Addison, with that humanity and common sense which keeps the Spectator so alive and near to us across two centuries, speaking of popular poetry, has this very satisfactory passage:

When I traveled I took a particular delight in hearing the songs and fables that are come down from father to son, and are most in vogue among the common people of the countries through which I passed: for it is impossible that anything should be universally tasted and approved of by a multitude, though they are only the rabble of the nation, which hath not in it some peculiar aptness to please and gratify the mind of man. An ordinary song or ballad that is the delight of the common people cannot fail to please all such readers as are not unqualified for the entertainment by their affectation or ignorance.

...

"Not unqualified for the entertainment by their affectation" is a phrase which deserves especial emphasis as going near the mark of so much literary depreciation. Aside from the cult of the "old ballad" or "folk-song," no few youthful literary persons turn up their noses at, one admits, the frequently crude and uncouth verse which gives the average non-literary man a pleasure which rather merits analysis than derision; and the fact of a poet being popular is sufficient to condemn him. So you seldom hear Longfellow spoken of by critics of poetry, though he was really an excellent poet; and the fact that Tennyson could be popular as well as write "The Lotus Eaters" and "Lucretius" is a mill-stone round the neck of his fame.

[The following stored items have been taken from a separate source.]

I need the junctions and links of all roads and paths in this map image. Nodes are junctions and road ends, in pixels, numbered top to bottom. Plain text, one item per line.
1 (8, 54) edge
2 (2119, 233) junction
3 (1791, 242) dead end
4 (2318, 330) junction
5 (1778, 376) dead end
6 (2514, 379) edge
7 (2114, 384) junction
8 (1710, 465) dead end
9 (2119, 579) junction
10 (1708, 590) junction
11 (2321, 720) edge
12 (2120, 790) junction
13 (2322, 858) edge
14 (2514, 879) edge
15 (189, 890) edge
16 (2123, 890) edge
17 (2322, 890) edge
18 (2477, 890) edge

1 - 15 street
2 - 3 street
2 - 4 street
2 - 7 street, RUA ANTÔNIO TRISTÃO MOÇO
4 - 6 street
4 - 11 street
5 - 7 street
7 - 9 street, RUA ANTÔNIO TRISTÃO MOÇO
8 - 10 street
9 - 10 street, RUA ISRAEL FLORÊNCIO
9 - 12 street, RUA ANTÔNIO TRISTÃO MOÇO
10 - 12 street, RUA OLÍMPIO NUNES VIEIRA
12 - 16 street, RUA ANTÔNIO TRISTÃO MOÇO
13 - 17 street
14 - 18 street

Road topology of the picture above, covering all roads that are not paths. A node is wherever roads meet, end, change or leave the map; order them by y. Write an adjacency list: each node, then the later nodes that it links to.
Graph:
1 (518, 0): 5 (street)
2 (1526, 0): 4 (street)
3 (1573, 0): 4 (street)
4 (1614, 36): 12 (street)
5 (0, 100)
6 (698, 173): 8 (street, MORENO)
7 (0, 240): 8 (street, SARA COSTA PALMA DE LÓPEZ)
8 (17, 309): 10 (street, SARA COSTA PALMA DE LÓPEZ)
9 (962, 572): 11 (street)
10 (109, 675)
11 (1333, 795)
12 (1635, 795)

Actually, however, while it is well that man should love good poetry, it is much more interesting that he should love bad poetry-as he does with an inexhaustible appetite. That he should love verse in any form, or of any quality, is the really curious thing. Why should your housemaid's "young man" break through the trammels of prose when he writes her love-letters, and blossom into sentimental rhyme, as any one who has caught glimpses into the love literature of the proletariat knows is rather usual than exceptional. And the number of "hard-headed" business men who cut out jingles from the newspapers every day and hide them in their pocket-books is an eloquent witness to the ineradicable love of rhyming in the really human being.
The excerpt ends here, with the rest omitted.